Andreas Christoph Schmidt (* 27. April 1957 in Herten[1]) ist ein deutscher Autor, Regisseur und Produzent, der am Theater inszenierte, auch einige Spielfilme drehte, sich aber vorwiegend mit Dokumentarfilmen einen Namen gemacht hat. Seine Produktionen wurden mehrfach ausgezeichnet. 2007, 2017 sowie 2021 erhielt er jeweils einen Adolf-Grimme-Preis.
Biografie
Schmidt studierte Geschichte, Slawistik und Philosophie in Hamburg und Münster und war ab 1985 Stipendiat am Gerassimow-Institut für Kinematographie in Moskau.
Aufgrund seines biografischen Werdegangs stehen in Schmidts Dokumentationen historische Personen und Schauplätze im Zentrum, die trotz der hohen Emotionalität der Bilder eine Außenansicht auf die Vielfältigkeit des ambivalenten deutsch-russischen Verhältnisses vermitteln wollen.
Auch die dokumentarischen Beschreibungen von Künstlern der frühen sowjetischen Avantgarde bewegen sich auf einem – für heutige öffentlich-rechtliche Dokumentationen – außergewöhnlich künstlerischen Niveau. Seine Recherchen gehen zumeist über das übliche Maß vergleichbarer Dokumentationen hinaus. Beispielsweise benutzt er in seiner Arbeit über die unter Stalin errichtete Schriftstellerkolonie Peredelkino, persönliche Fotodokumente und Briefwechsel seiner Protagonisten und konfrontiert diese mit Ausschnitten stalinistischer Propagandafilme und vermeintlich nebensächlichen, sich teilweise widersprechenden Aussagen von Zeitzeugen. Daneben stellt er plötzlich relevante, äußerst seltene, kritische Beiträge aus dem sowjetischen Staatsfernsehen. Dieses Prinzip der, aus der Peripherie angelegten personellen Inszenierung, scheint ein typisches Stilmittel in Schmidts Dokumentationen zu sein.

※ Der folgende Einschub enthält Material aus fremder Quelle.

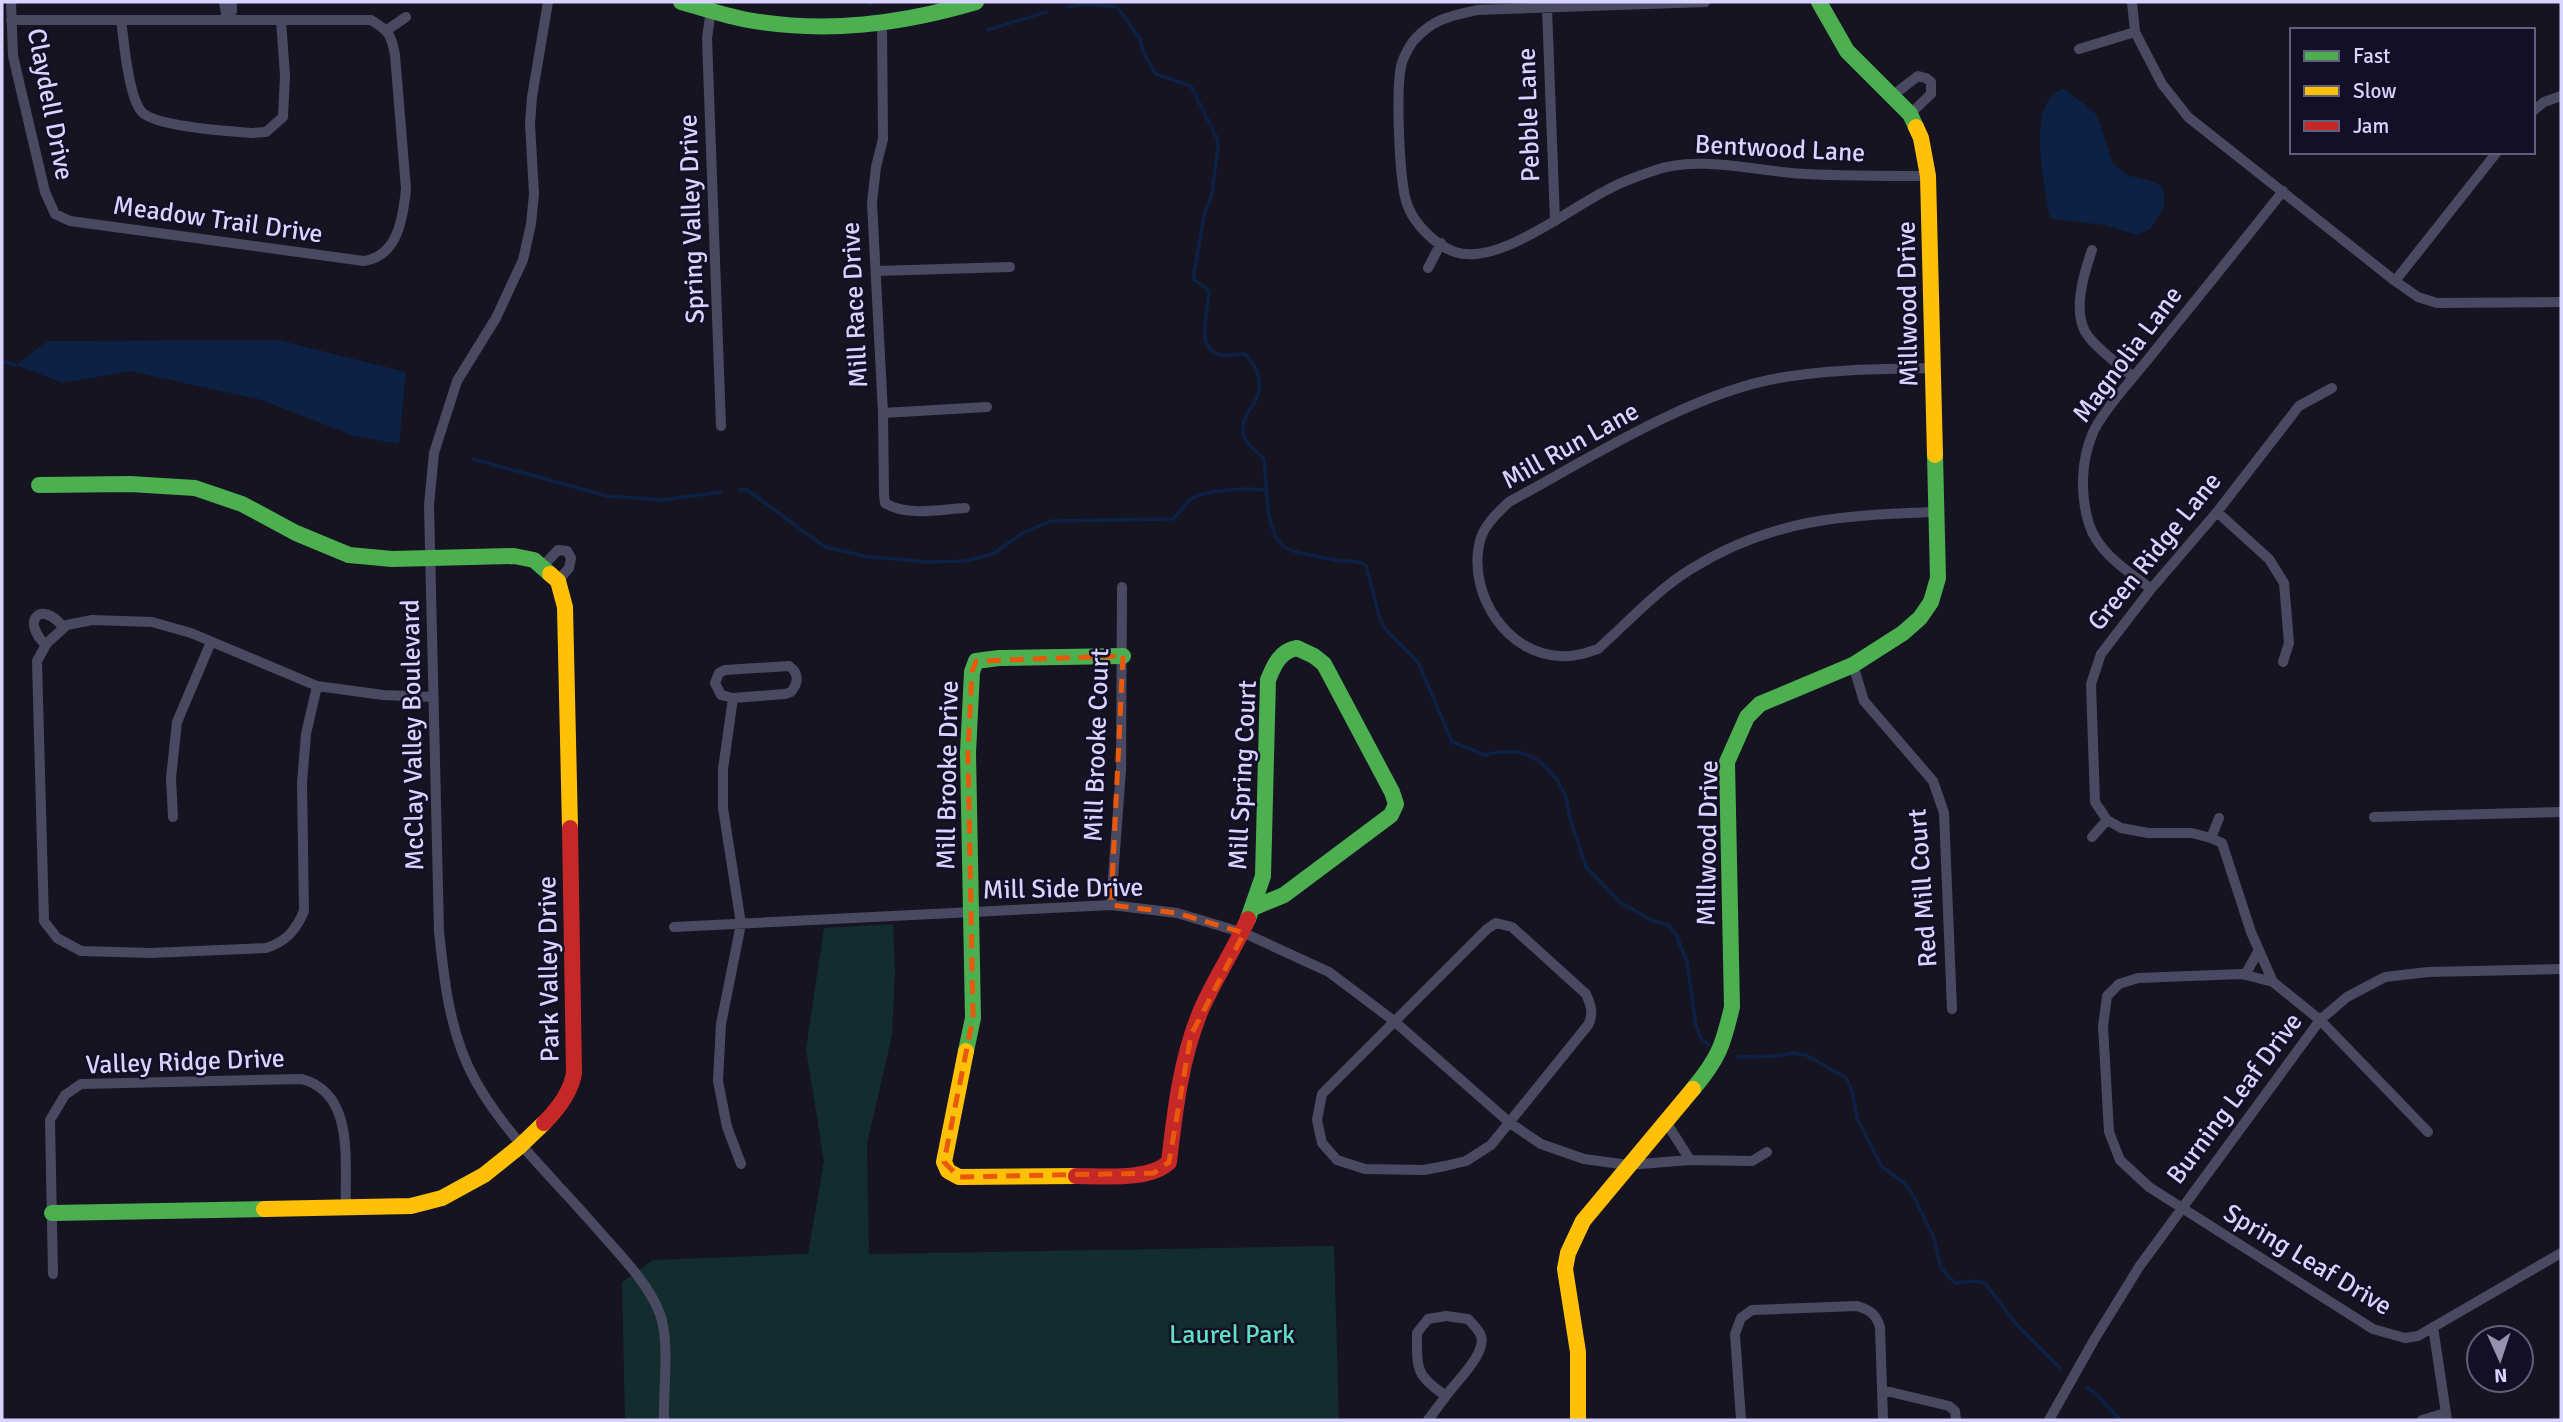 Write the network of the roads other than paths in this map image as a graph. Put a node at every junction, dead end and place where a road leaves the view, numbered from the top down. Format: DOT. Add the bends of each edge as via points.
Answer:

Aus dieser weit angelegten Perspektive, die sowohl mit melancholisch anmutenden Bildern, architektonischen Besonderheiten, klassischer Musik als auch mit intimen Einblicken arbeitet, zeichnet er dann das Leben und Werk seiner Akteure auf eine sehr indirekte Art und Weise. Dabei wird der Glanz und das Elend einer im Westen weitestgehend unbekannten Lebensweise russisch-sowjetischer Intellektueller sichtbar und Fragen zur Identität des heutigen Russlands beantwortet, ohne diese explizit zu stellen. Als Regisseur deutscher Herkunft kreiert er damit diese Außenansicht in zweierlei Hinsicht, ohne dabei etwa die Gräuel des Stalinregimes zu relativieren.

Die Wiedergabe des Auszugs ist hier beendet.